### [TASK OBJECTIVE]
With the images removed, reproduce each entry below word for word.

..............................

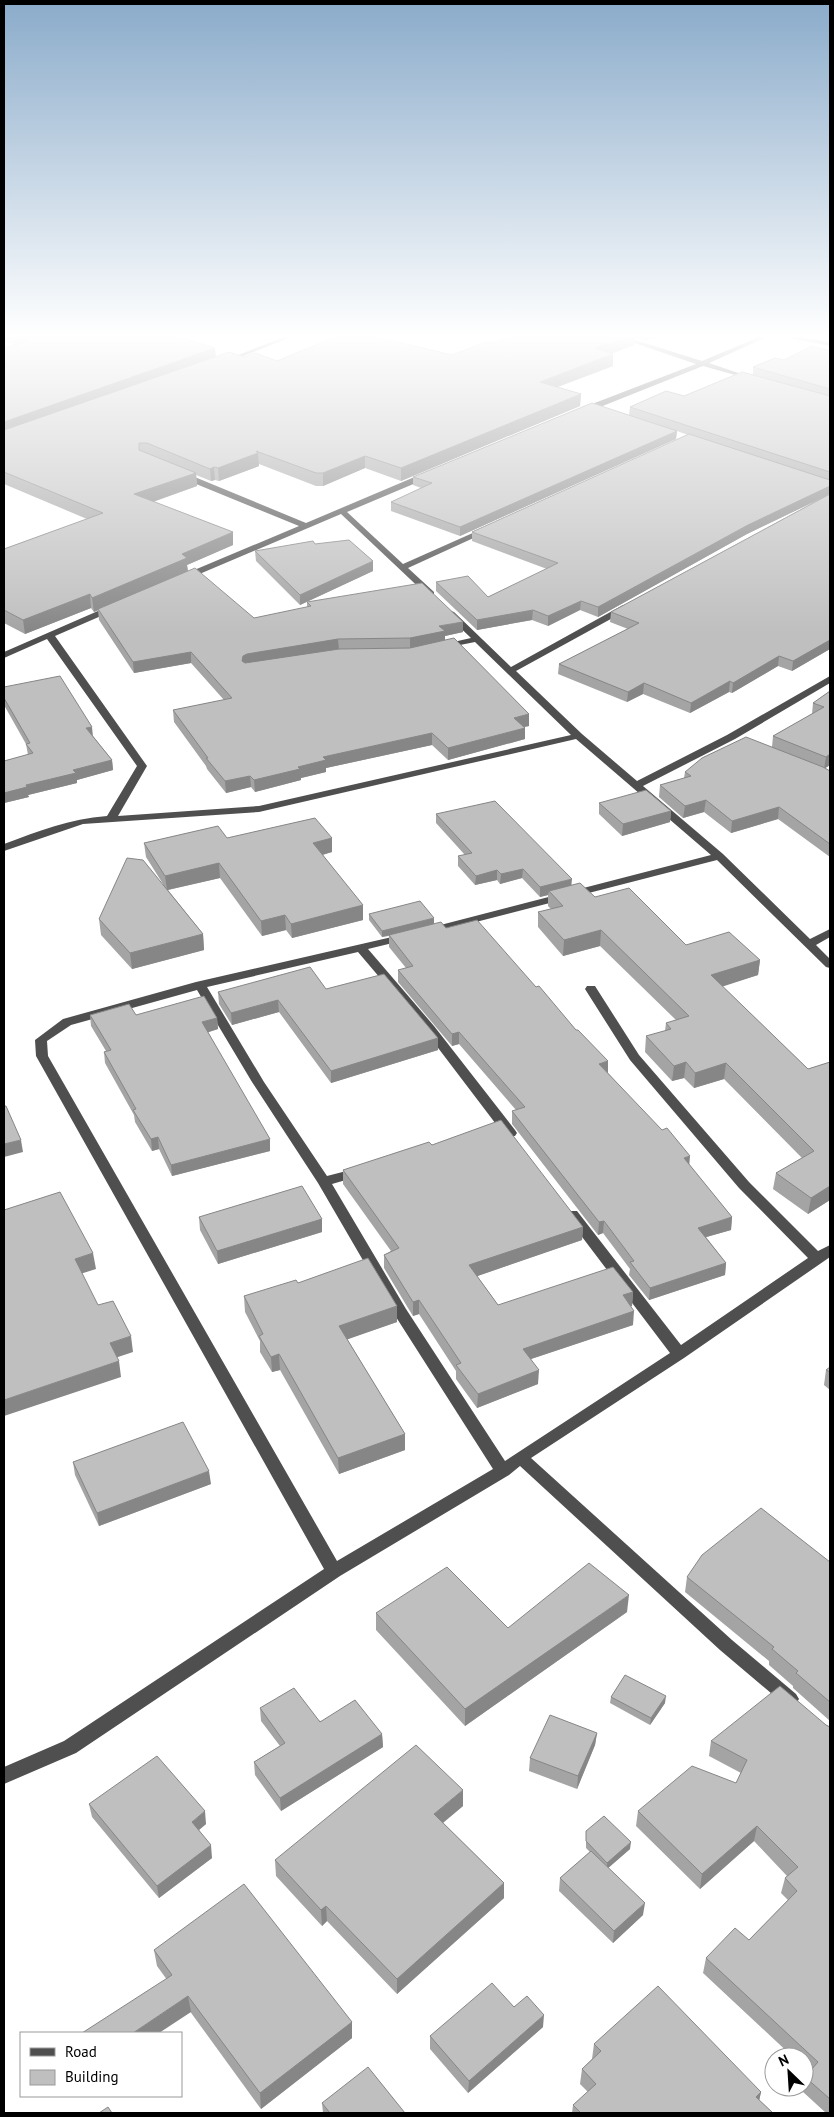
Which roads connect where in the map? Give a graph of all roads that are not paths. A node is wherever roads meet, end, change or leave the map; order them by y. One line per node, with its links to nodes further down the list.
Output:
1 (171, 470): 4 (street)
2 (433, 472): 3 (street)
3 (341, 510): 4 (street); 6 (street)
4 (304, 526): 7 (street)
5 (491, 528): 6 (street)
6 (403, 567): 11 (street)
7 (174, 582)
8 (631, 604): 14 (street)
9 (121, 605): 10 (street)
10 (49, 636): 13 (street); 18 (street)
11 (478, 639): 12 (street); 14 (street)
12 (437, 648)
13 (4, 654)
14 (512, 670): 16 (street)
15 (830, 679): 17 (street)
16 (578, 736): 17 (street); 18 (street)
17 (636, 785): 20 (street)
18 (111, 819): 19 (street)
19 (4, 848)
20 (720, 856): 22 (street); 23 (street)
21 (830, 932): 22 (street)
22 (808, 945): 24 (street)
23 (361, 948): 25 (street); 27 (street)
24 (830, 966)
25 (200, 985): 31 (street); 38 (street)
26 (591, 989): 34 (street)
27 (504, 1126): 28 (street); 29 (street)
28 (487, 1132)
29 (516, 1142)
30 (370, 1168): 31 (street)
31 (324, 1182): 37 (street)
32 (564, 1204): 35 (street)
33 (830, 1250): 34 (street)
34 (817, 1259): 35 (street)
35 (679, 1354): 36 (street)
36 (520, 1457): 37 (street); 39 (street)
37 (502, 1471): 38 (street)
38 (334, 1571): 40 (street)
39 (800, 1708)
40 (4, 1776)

..............................

### [RESPONSE TO THIS TASK]
Which roads connect where in the map? Give a graph of all roads that are not paths. A node is wherever roads meet, end, change or leave the map; order them by y. One line per node, with its links to nodes further down the list.
Output:
1 (171, 470): 4 (street)
2 (433, 472): 3 (street)
3 (341, 510): 4 (street); 6 (street)
4 (304, 526): 7 (street)
5 (491, 528): 6 (street)
6 (403, 567): 11 (street)
7 (174, 582)
8 (631, 604): 14 (street)
9 (121, 605): 10 (street)
10 (49, 636): 13 (street); 18 (street)
11 (478, 639): 12 (street); 14 (street)
12 (437, 648)
13 (4, 654)
14 (512, 670): 16 (street)
15 (830, 679): 17 (street)
16 (578, 736): 17 (street); 18 (street)
17 (636, 785): 20 (street)
18 (111, 819): 19 (street)
19 (4, 848)
20 (720, 856): 22 (street); 23 (street)
21 (830, 932): 22 (street)
22 (808, 945): 24 (street)
23 (361, 948): 25 (street); 27 (street)
24 (830, 966)
25 (200, 985): 31 (street); 38 (street)
26 (591, 989): 34 (street)
27 (504, 1126): 28 (street); 29 (street)
28 (487, 1132)
29 (516, 1142)
30 (370, 1168): 31 (street)
31 (324, 1182): 37 (street)
32 (564, 1204): 35 (street)
33 (830, 1250): 34 (street)
34 (817, 1259): 35 (street)
35 (679, 1354): 36 (street)
36 (520, 1457): 37 (street); 39 (street)
37 (502, 1471): 38 (street)
38 (334, 1571): 40 (street)
39 (800, 1708)
40 (4, 1776)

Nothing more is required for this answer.